Chevron must pay $745 million in coastal damages, Louisiana jury rules

A Louisiana jury ruled that Chevron had to pay about $745 million in the parish government to help restore wetlands that the jury said the energy companies had damaged for decades.
The judgment made Friday could affect similar lawsuits filed by other parishes or counties in the state against other energy giants and their possible settlement negotiations.
Plaquemines Parish’s lawsuit is one of at least 40 lawsuits filed against fossil fuel companies since 2013.
The lawsuit argues that Dexaco, which Chevron bought in 2000, violated state law for decades, failed to apply for a coastal permit and did not unload oil and gas equipment when using the Breton Sound in southeast New Orleans.
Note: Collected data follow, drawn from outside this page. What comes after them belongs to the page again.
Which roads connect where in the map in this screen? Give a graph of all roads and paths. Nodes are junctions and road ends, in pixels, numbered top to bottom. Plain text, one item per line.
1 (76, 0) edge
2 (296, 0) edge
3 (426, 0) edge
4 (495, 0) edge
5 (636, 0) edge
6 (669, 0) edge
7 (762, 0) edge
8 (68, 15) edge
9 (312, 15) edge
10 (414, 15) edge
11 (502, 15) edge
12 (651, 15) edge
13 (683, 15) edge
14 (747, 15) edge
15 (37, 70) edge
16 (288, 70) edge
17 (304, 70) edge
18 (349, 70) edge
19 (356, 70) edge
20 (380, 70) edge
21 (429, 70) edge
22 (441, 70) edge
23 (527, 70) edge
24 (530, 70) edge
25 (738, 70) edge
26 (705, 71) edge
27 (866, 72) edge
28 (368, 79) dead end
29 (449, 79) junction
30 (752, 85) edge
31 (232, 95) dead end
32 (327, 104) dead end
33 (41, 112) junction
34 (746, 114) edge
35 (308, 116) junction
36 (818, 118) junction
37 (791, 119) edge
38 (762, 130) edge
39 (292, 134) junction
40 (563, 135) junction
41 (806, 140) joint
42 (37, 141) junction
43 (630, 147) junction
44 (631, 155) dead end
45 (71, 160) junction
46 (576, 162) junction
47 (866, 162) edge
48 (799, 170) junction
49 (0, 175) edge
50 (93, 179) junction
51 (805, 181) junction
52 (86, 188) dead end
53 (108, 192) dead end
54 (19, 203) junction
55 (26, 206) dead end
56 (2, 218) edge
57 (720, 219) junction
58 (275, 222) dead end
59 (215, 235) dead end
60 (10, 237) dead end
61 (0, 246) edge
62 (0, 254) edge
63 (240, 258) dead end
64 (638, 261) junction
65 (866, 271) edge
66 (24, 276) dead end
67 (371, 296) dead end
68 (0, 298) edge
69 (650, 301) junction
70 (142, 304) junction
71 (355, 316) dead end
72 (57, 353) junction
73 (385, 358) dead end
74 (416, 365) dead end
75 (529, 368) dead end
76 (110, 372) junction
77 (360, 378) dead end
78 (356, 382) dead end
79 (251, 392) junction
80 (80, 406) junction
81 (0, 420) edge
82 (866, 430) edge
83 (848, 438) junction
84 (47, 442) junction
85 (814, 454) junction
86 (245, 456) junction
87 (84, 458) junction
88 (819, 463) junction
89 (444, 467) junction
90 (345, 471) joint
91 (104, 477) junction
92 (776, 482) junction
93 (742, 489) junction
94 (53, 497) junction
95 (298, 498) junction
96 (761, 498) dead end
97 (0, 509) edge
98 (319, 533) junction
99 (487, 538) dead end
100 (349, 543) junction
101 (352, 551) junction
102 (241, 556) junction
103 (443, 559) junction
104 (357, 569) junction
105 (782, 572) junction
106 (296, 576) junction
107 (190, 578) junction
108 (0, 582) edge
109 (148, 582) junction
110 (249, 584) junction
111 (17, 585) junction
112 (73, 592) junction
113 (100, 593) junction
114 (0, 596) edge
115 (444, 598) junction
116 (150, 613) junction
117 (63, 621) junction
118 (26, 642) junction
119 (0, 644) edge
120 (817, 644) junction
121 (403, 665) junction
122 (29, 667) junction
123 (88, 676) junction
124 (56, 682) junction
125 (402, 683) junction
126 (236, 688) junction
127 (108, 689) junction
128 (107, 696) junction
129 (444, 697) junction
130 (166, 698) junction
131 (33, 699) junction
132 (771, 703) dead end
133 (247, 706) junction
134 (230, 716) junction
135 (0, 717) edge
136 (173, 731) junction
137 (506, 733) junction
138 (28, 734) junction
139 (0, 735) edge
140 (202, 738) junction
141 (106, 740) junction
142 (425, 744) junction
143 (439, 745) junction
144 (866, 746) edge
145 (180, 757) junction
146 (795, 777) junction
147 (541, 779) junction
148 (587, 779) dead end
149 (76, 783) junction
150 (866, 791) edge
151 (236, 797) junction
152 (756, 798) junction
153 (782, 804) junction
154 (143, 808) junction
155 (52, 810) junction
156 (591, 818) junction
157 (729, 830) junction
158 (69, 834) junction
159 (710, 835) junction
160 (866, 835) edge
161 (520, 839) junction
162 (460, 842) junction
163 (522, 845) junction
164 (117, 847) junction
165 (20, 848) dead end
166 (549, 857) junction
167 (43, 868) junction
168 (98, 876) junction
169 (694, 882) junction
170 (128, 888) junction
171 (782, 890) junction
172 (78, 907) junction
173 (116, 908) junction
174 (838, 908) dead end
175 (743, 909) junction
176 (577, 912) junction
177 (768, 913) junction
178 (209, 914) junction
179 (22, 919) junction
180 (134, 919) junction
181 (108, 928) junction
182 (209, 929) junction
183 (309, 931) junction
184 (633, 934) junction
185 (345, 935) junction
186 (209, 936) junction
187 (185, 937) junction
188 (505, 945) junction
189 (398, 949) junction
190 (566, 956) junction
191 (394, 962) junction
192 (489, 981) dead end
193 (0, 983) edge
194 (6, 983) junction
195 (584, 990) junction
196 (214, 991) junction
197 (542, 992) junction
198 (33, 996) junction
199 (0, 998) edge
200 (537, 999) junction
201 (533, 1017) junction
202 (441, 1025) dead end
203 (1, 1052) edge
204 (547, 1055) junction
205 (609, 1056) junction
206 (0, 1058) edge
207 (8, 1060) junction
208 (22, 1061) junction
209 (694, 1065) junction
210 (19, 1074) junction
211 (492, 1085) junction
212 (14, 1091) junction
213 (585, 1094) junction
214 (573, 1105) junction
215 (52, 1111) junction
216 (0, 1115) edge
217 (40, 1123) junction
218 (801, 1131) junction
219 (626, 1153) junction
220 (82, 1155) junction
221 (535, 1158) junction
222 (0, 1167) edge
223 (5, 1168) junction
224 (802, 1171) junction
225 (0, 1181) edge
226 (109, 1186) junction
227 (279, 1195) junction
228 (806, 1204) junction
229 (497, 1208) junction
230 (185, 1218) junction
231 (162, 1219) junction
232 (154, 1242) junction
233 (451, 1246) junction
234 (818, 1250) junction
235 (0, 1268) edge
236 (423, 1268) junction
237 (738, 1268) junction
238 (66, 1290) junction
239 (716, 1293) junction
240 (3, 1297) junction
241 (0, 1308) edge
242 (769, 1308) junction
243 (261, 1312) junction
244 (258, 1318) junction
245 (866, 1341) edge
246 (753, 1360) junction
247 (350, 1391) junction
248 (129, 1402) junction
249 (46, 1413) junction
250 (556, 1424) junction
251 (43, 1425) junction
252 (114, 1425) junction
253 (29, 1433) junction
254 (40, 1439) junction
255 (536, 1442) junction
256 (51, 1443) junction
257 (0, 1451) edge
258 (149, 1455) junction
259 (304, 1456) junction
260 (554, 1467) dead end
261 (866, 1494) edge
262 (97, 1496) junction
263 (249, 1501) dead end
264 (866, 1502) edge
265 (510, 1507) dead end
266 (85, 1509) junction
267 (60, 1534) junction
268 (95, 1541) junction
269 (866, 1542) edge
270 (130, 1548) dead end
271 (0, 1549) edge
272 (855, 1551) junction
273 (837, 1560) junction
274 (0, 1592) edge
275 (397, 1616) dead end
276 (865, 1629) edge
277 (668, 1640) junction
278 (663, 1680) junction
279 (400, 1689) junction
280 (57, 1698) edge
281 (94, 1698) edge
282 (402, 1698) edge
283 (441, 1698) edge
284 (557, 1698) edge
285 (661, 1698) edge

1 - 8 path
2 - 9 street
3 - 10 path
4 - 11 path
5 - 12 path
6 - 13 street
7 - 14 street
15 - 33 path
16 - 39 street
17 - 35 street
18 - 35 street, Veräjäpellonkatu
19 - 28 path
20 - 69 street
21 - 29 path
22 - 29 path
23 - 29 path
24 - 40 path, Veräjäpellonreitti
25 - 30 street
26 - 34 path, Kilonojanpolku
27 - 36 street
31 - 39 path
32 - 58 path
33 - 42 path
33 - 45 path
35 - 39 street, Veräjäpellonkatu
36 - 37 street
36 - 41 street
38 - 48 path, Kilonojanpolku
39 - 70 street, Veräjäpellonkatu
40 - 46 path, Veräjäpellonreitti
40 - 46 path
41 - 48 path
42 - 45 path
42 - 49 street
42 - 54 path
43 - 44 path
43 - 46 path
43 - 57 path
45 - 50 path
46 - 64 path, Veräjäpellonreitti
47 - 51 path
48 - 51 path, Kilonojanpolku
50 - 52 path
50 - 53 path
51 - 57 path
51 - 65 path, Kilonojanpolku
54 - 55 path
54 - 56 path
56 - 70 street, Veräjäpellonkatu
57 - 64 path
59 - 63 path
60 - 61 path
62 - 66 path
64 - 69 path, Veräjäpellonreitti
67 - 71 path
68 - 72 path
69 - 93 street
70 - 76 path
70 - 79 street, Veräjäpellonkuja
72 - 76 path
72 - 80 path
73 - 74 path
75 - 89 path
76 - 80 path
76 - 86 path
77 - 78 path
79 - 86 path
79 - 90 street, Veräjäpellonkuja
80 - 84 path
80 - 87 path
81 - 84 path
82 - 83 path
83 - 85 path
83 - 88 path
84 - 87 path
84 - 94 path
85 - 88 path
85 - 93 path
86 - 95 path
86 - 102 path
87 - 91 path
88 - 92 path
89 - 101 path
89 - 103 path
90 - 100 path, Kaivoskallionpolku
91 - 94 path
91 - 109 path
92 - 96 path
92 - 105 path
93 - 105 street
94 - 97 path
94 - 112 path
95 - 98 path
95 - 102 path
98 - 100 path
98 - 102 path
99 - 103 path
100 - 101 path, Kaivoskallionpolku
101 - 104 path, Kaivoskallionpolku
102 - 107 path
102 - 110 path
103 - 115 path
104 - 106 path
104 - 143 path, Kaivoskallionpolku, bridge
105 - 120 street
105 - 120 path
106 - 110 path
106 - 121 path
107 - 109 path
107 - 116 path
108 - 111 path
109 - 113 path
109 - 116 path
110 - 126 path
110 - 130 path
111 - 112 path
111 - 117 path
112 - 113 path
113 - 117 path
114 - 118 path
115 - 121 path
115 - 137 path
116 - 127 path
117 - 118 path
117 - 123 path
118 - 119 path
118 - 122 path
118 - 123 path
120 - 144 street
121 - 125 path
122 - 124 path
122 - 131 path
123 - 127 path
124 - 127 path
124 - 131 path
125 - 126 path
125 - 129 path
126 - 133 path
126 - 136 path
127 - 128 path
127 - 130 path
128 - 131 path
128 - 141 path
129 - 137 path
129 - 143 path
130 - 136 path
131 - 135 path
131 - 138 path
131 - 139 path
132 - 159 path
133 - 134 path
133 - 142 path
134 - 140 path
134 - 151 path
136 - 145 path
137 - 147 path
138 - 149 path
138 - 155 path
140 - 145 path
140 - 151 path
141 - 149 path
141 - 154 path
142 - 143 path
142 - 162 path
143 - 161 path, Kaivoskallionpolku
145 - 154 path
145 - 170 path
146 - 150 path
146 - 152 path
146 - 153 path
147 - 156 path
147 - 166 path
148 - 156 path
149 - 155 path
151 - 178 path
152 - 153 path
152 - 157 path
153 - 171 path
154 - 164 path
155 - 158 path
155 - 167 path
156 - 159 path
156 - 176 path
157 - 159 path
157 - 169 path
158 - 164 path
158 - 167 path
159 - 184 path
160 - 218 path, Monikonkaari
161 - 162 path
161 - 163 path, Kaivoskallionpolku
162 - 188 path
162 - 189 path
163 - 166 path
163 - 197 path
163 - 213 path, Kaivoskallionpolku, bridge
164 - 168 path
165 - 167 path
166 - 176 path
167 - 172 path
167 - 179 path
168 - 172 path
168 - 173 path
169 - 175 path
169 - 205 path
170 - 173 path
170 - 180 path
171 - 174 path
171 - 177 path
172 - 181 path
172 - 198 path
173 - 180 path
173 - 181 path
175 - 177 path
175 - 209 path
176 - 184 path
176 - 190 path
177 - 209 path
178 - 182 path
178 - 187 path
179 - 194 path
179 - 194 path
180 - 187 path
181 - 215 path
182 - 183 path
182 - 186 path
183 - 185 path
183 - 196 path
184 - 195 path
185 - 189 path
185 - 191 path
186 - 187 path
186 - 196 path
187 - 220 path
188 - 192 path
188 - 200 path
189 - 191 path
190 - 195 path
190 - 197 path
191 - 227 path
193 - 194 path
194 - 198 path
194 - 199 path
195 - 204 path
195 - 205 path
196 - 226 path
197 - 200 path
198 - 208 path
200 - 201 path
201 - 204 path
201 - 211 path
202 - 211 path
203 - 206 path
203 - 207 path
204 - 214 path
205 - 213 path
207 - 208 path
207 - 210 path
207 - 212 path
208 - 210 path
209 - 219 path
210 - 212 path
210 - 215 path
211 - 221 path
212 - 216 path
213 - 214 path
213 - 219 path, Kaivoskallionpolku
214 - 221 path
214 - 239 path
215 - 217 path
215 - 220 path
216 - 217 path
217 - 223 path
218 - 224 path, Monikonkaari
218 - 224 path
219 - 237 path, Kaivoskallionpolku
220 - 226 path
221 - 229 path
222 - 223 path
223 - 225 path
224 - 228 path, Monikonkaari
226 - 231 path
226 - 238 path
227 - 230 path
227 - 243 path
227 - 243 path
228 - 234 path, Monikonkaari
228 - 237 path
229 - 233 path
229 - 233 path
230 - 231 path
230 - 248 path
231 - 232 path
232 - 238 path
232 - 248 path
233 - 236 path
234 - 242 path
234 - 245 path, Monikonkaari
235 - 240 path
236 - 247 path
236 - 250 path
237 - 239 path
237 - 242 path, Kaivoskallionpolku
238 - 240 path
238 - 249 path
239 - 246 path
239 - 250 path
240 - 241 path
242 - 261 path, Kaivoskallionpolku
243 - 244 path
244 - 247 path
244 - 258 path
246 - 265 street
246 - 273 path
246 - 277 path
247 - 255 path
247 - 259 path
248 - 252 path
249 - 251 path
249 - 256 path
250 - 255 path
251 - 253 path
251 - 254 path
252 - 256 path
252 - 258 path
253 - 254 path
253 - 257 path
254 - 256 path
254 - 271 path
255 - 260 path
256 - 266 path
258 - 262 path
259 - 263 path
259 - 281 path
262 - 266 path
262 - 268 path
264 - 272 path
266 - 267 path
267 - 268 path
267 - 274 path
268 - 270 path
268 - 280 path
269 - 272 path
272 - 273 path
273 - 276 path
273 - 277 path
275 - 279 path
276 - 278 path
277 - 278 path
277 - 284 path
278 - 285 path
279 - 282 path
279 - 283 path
A state regulation in 1980 requires companies operating in wetlands to “recover with viable conditions” to any canal they dug out, they drilled into the swampy well or wastewater.
Plaquemines Parish seeks $2.6 billion in damages, believing that wetland losses and pollution are directly related to oil and gas work.
However, Chevron said its activities are not responsible for decades of losses. Furthermore, it said that regulations that came into force in 1980 do not apply to oil and gas activities that began earlier.
After a four-week trial, the jury awarded Plaquemines Parish $575 million to compensate for land losses, $161 million to compensate for pollution, and $8.6 million to abandoned equipment. Chevron said it would appeal the judgment.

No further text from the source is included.